Auch ist der Planungszeitraum mit zehn Jahren mehr als doppelt so lang. Am Montag unterzeichneten Bundesverkehrsminister Andreas Scheuer (CSU), Bahn-Chef Richard Lutz und Infrastruktur-Vorstand Ronald Pofalla eine „Leistungs- und Finanzierungsvereinbarung“. Ob von dem Geld, wie sonst oft bei Bundesprogrammen, 20 Prozent nach NRW fließen, konnte die Bahn nicht sagen. Das sind die Schwerpunkte:
Netzsanierung Die Zauberzahl bei der Netzsanierung heißt 2000: 2000 Kilometer an Gleisen will die Bahn jährlich sanieren. Bei einem Netz von 33.000 Kilometern ist sie damit über Jahre beschäftigt. 2000 Weichen sollen zudem pro Jahr überholt werden. Und 2000 Eisenbahnbrücken sollen bis zum Jahr 2030 erneuert werden. Zum Bahnnetz gehören in Deutschland 25.000 Brücken. Der schlechte Zustand des Netzes macht immer wieder Langsamfahrstellen nötig und die Bahn langsamer, als sie sein könnte. Auch zahlreiche Stellwerke sollen saniert werden.

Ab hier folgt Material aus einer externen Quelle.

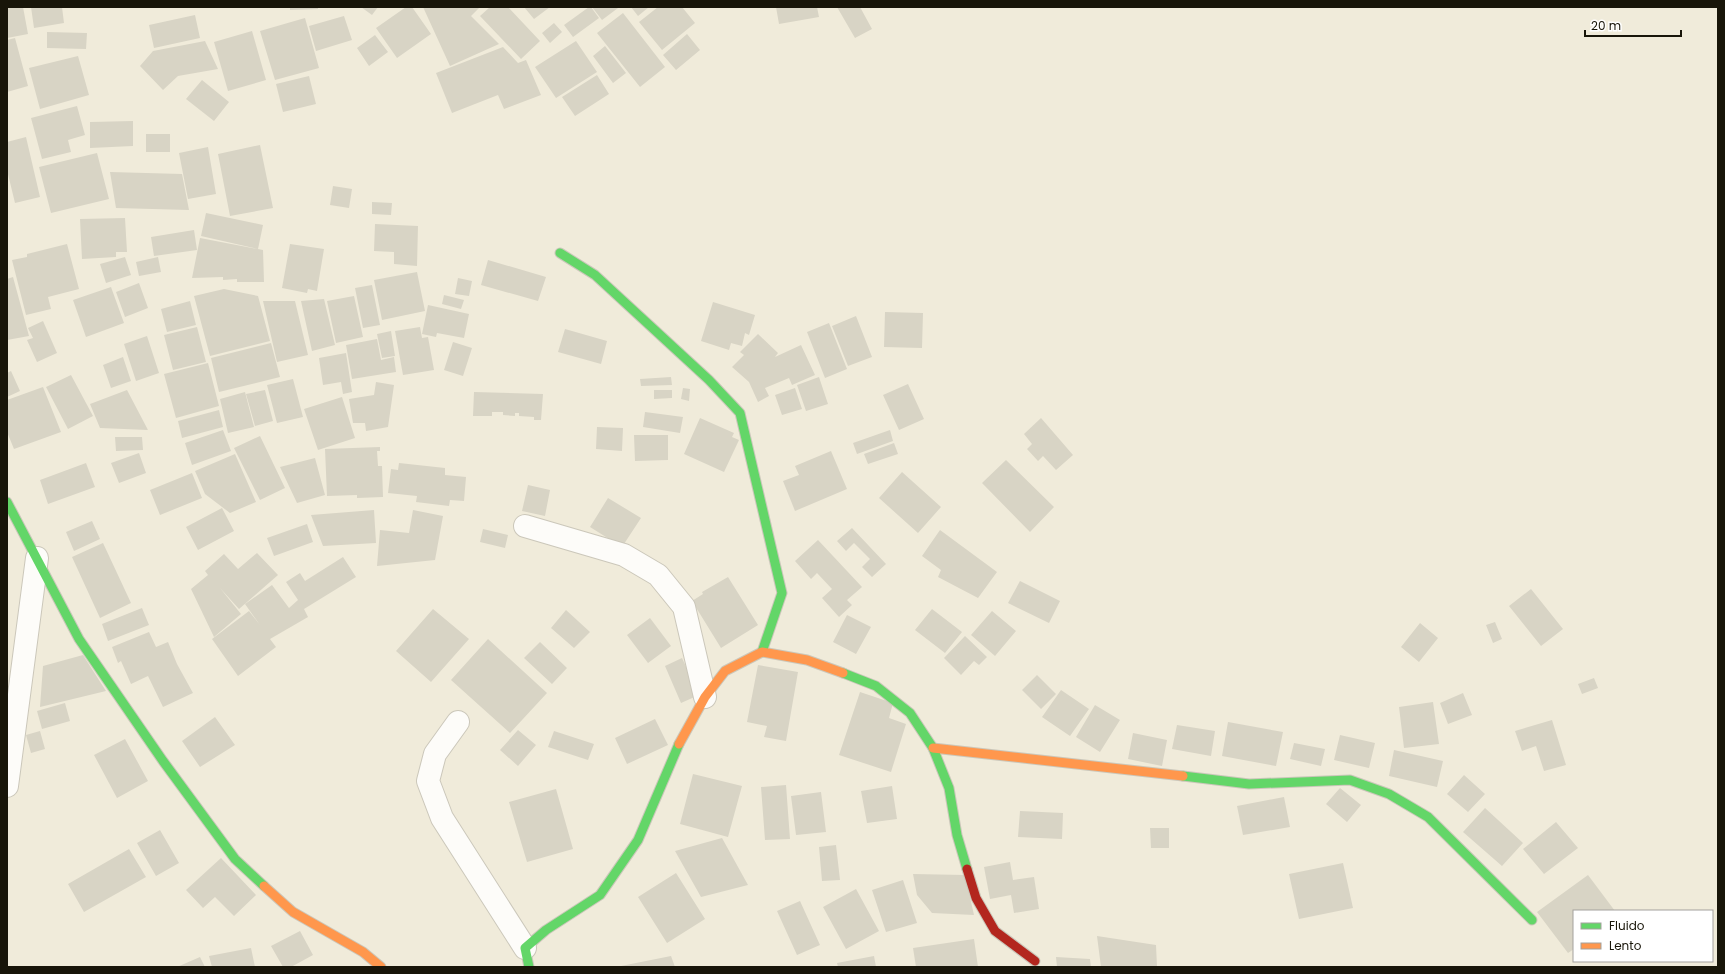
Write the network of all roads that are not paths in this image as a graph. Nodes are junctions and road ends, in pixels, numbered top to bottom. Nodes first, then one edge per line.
1 (560, 253) dead end
2 (7, 502) edge
3 (525, 526) dead end
4 (37, 558) junction
5 (762, 652) junction
6 (705, 697) junction
7 (458, 722) dead end
8 (933, 748) junction
9 (7, 786) edge
10 (1532, 920) dead end
11 (527, 957) edge
12 (1035, 961) dead end
13 (381, 967) edge

1 - 5 street
2 - 4 street
3 - 6 street
4 - 9 street
4 - 13 street
5 - 6 street
5 - 8 street
6 - 11 street
7 - 11 street
8 - 10 street
8 - 12 street

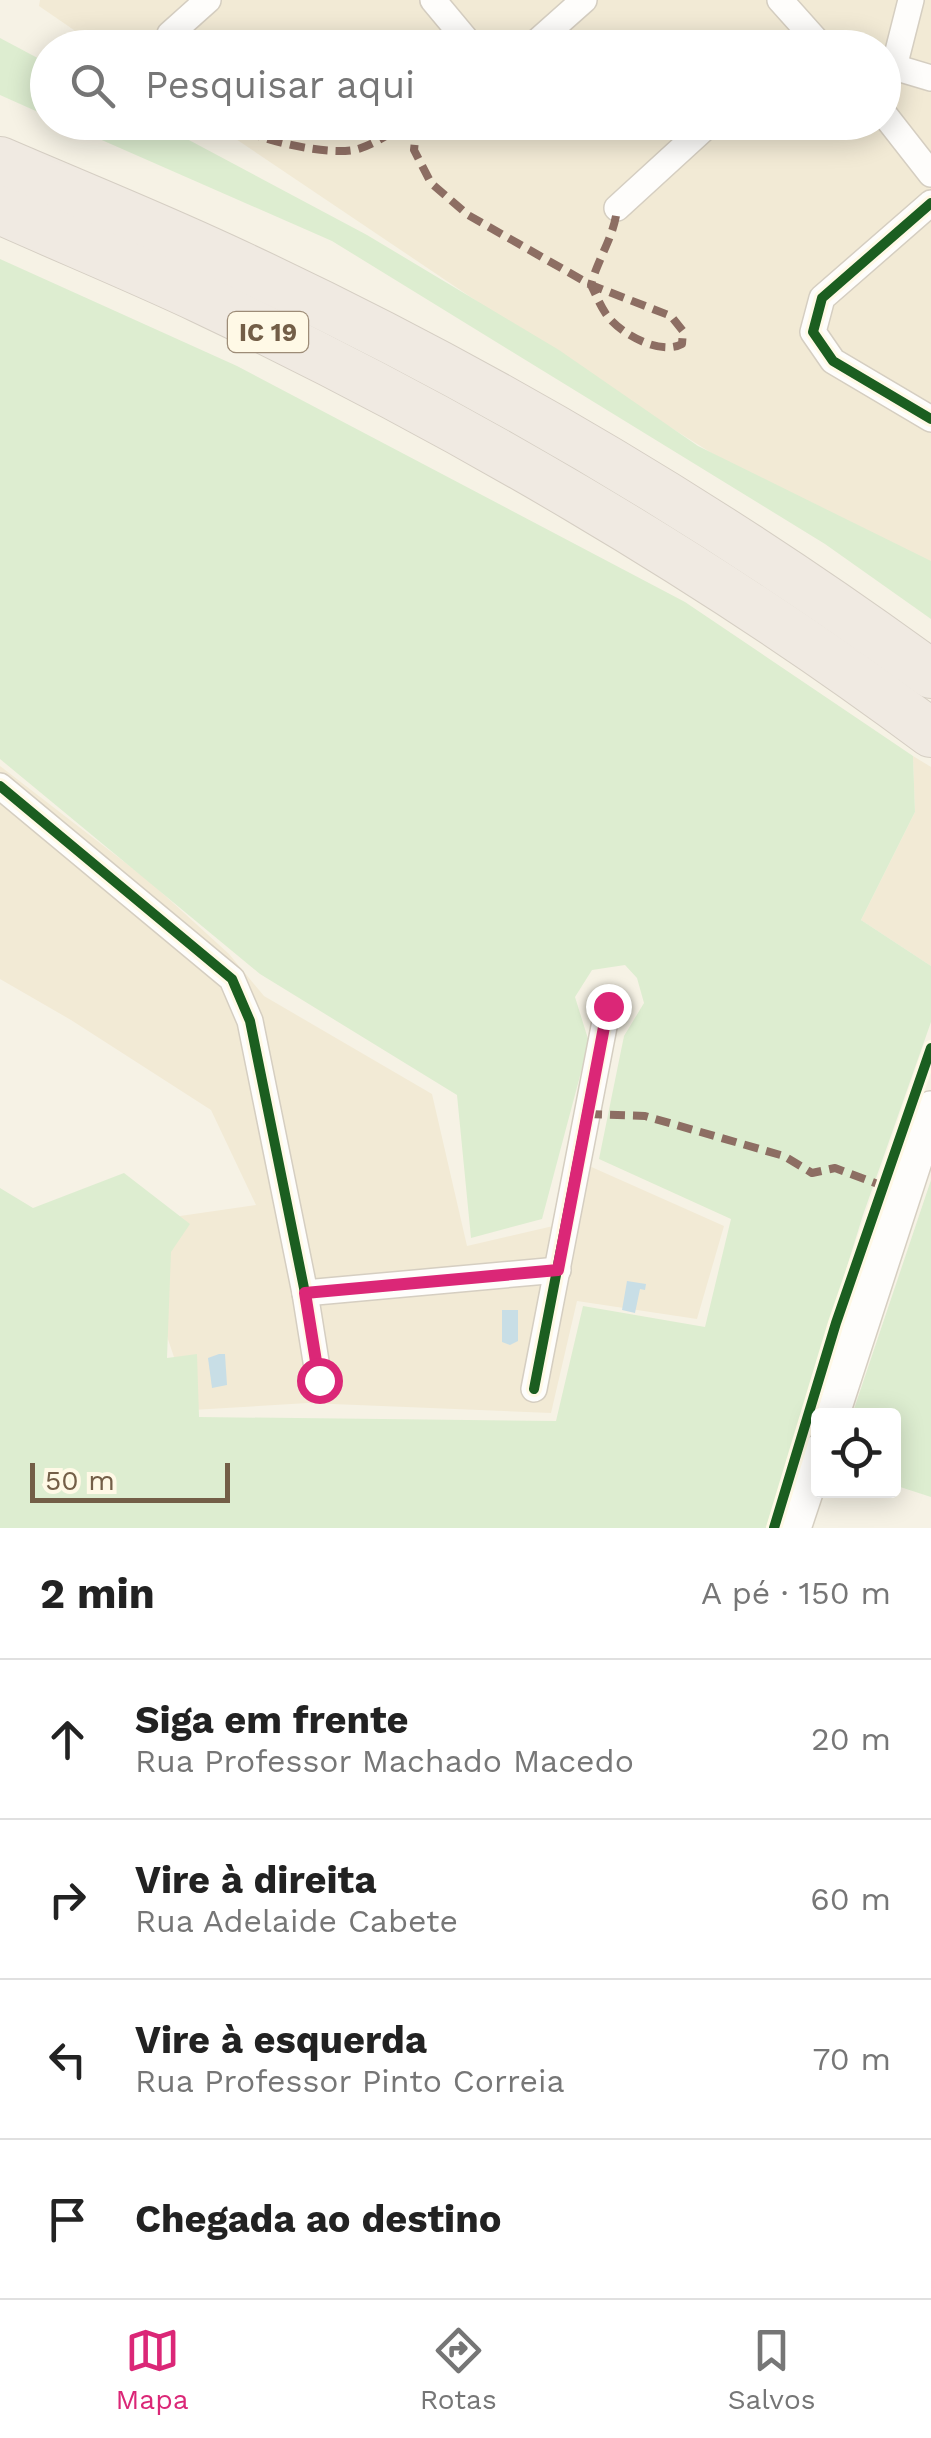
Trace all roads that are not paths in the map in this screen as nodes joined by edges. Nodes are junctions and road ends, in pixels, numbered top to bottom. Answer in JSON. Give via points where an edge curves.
{"nodes":[{"id":1,"x":208,"y":0,"type":"edge"},
{"id":2,"x":433,"y":0,"type":"edge"},
{"id":3,"x":584,"y":0,"type":"edge"},
{"id":4,"x":780,"y":0,"type":"edge"},
{"id":5,"x":911,"y":0,"type":"edge"},
{"id":6,"x":174,"y":30,"type":"edge"},
{"id":7,"x":458,"y":30,"type":"edge"},
{"id":8,"x":550,"y":30,"type":"edge"},
{"id":9,"x":800,"y":30,"type":"edge"},
{"id":10,"x":901,"y":34,"type":"edge"},
{"id":11,"x":901,"y":76,"type":"edge"},
{"id":12,"x":931,"y":78,"type":"edge"},
{"id":13,"x":901,"y":136,"type":"edge"},
{"id":14,"x":691,"y":140,"type":"edge"},
{"id":15,"x":0,"y":161,"type":"edge"},
{"id":16,"x":931,"y":174,"type":"edge"},
{"id":17,"x":931,"y":203,"type":"edge"},
{"id":18,"x":617,"y":208,"type":"dead end"},
{"id":19,"x":0,"y":210,"type":"edge"},
{"id":20,"x":931,"y":418,"type":"edge"},
{"id":21,"x":931,"y":674,"type":"edge"},
{"id":22,"x":931,"y":733,"type":"edge"},
{"id":23,"x":0,"y":786,"type":"edge"},
{"id":24,"x":608,"y":1006,"type":"dead end"},
{"id":25,"x":931,"y":1109,"type":"edge"},
{"id":26,"x":558,"y":1270,"type":"junction"},
{"id":27,"x":305,"y":1293,"type":"junction"},
{"id":28,"x":319,"y":1380,"type":"dead end"},
{"id":29,"x":534,"y":1389,"type":"dead end"},
{"id":30,"x":834,"y":1408,"type":"edge"},
{"id":31,"x":811,"y":1474,"type":"edge"},
{"id":32,"x":793,"y":1528,"type":"edge"}],
"edges":[{"from":1,"to":6,"type":"street"},
{"from":2,"to":7,"type":"street"},
{"from":3,"to":8,"type":"street"},
{"from":4,"to":9,"type":"street"},
{"from":5,"to":10,"type":"street"},
{"from":11,"to":12,"type":"street"},
{"from":13,"to":16,"type":"street"},
{"from":14,"to":18,"type":"street"},
{"from":15,"to":21,"type":"highway","number":"IC 19","via":[[284,287],[558,432],[716,527]]},
{"from":17,"to":20,"type":"street","via":[[822,298],[813,332],[833,361]]},
{"from":19,"to":22,"type":"highway","number":"IC 19","via":[[310,353],[527,471],[692,570]]},
{"from":23,"to":27,"type":"street","via":[[232,978],[250,1021]]},
{"from":24,"to":26,"type":"street"},
{"from":25,"to":30,"type":"street"},
{"from":26,"to":27,"type":"street"},
{"from":26,"to":29,"type":"street"},
{"from":27,"to":28,"type":"street"},
{"from":31,"to":32,"type":"street"}]}
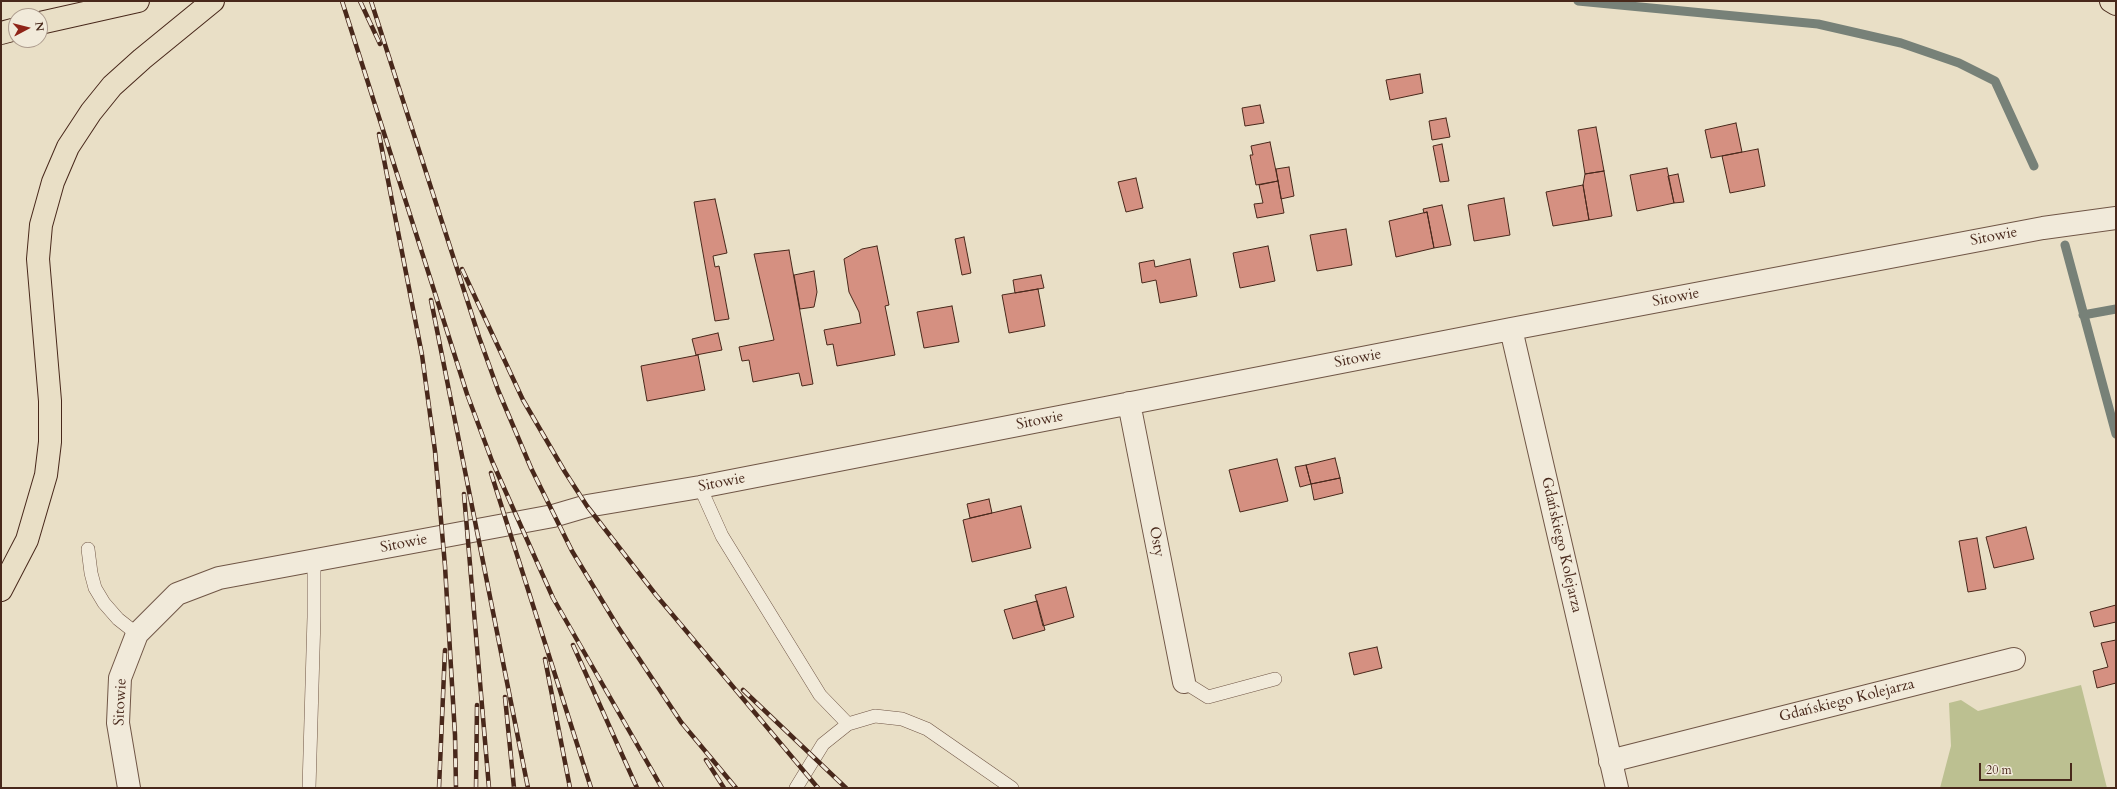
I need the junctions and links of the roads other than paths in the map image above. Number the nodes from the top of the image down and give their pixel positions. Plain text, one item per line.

Schnellfahrstrecken Aus dem nun geschnürten Investitionspaket soll auch die Generalüberholung der Schnellfahrstrecken finanziert werden, die die Bahn bereits Ende 2019 angekündigt hatte. Dabei geht es um die Strecke Hannover-Würzburg, die bis 2023 in vier Etappen saniert werden soll. Als nächstes steht 2021 das Teilstück Göttingen-Kassel an. Bereits in diesem Jahr, und zwar von April bis Oktober, soll die Schnellfahrstrecke Mannheim-Stuttgart überholt werden. Schwerpunkte sind auch hier Gleise, Weichen, Signaltechnik.
Komfort Zum Investitionsprogramm gehören zudem Verbesserungen des Komforts: So will die Bahn für zusätzlichen Wetterschutz auf Bahnsteigen sorgen und die Barrierefreiheit in Bahnhöfen und auf Bahnsteigen verbessern. Zudem will sie „kundenfreundlich bauen“, um Einschränkungen während der zehn Jahre langen Bauzeit gering zu halten. Was das heißt, blieb offen.
Kleinkind-Abteile Womöglich sollte die Bahn aber auch in den Zügen nachrüsten. Denn sie verfügt im Fernverkehr derzeit über 411 Waggons mit einem separaten Kleinkind-Abteil, wie es in der Antwort des Verkehrs-Staatssekretärs Enak Ferlemann auf eine Frage des Grünen-Abgeordneten Sven-Christian Kindler heißt. Da die Bahn 2019 insgesamt 282 ICE-Züge im Bestand hatte, bedeute dies rein rechnerisch, dass pro ICE nur etwa ein bis zwei Kleinkindabteile vorhanden seien, sagte Kindler. „Wenn die Bahn die Fahrgastzahlen bis 2030 verdoppeln will, dann muss sie auch ihre Familienfreundlichkeit deutlich verbessern. Das aktuelle Angebot an Kleinkindund Familienabteilen ist viel zu gering“, sagte Kindler.
Reaktionen Scheuer sprach von einem „Wow-Effekt“für die Bahn. „Die 20er Jahre werden ein glänzendes Zeitalter der Bahn“, so der Minister. Das Baugewerbe reibt sich die Hände und mahnt eine rasche Umsetzung an: Die Vergabe solle in kleinen Losen erfolgen, so dass auch Mittelständler von den Aufträgen profitieren. Der Fahrgastverband Pro Bahn sieht dagegen keinen Grund zur Euphorie. Die Bahn habe über Jahre zu wenig investiert, der Umfang des nun gestarteten Programms sei zu klein. Die Grünen sprachen von einer „Notoperation“, es werde 20 Jahre dauern, bis der Investitionsstau beseitigt sei.